Pediatric Olecranon Fractures

Nicholas Grimm and Martin J. Herman
Pediatric Elbow Fractures
11 Oct 2017

Abstract

Evans and Graham classification Interfragmentary screw fixation Matthews classification Pediatric olecranon fracture Physeal avulsion fractures Short oblique fracture Single-screw fixation Tension band/tension suture technique
Pediatric olecranon fractures are relatively rare, accounting for only 5% of all childhood elbow fractures. The majority of patients are between 5 and 10 years of age with approximately 65% being young males. The most common mechanism of injury involves a fall onto either an outstretched hand or a flexed elbow. In a small group of patients, such as those with osteogenesis imperfecta, pathologic olecranon fractures may occur. With the exception of injuries in young children with incomplete ossification of the olecranon apophysis, most olecranon fractures are diagnosed on radiographs. It is important to rule out concomitant injuries when viewing initial radiographs, as anywhere from 14 to 77% of olecranon fractures are associated with an additional fracture in the distal humerus or radius, either proximally or in the diaphysis.
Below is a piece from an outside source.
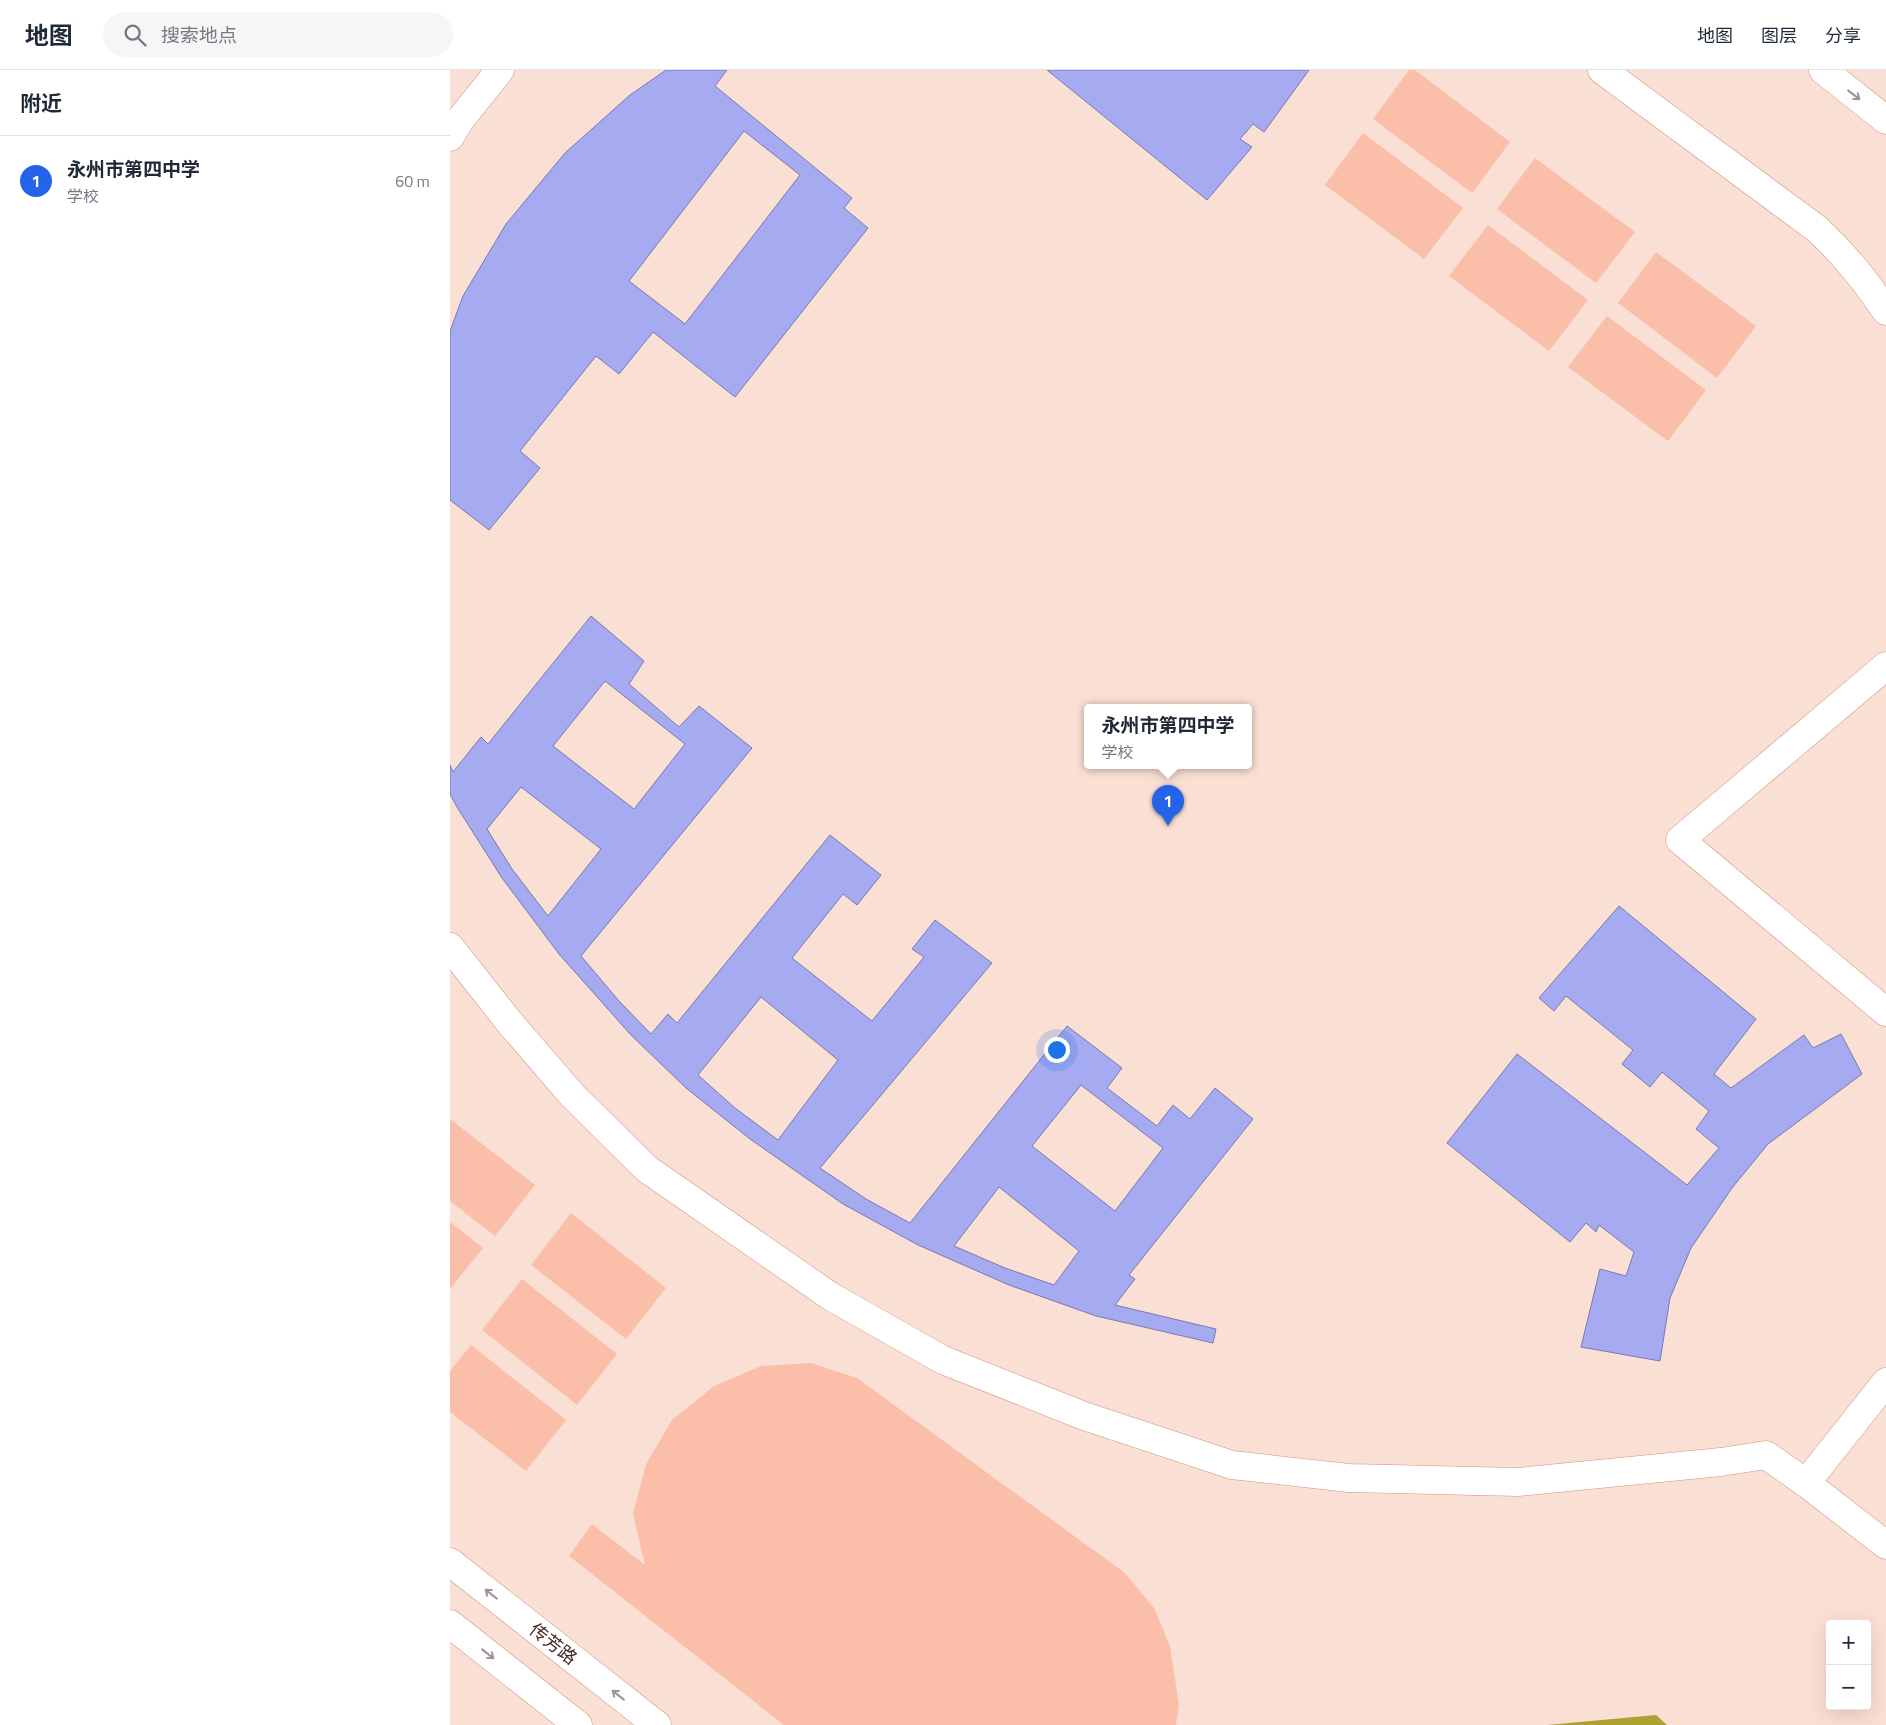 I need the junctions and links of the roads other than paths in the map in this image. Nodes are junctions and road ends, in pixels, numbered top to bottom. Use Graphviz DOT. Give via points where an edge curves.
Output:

Non-displaced olecranon fractures heal with cast immobilization. Fractures with displacement greater than 2 mm generally require operative intervention, the manner of which is dictated by the location of the fracture and the fracture pattern. Outcomes are favorable in most patients treated both surgically and nonsurgically. This chapter will describe the evaluation, treatment, and outcomes of children and adolescents with olecranon fractures. Fractures of the proximal ulna are associated with radiocapitellar joint dislocation or subluxation (Monteggia lesions) and are discussed elsewhere in this text.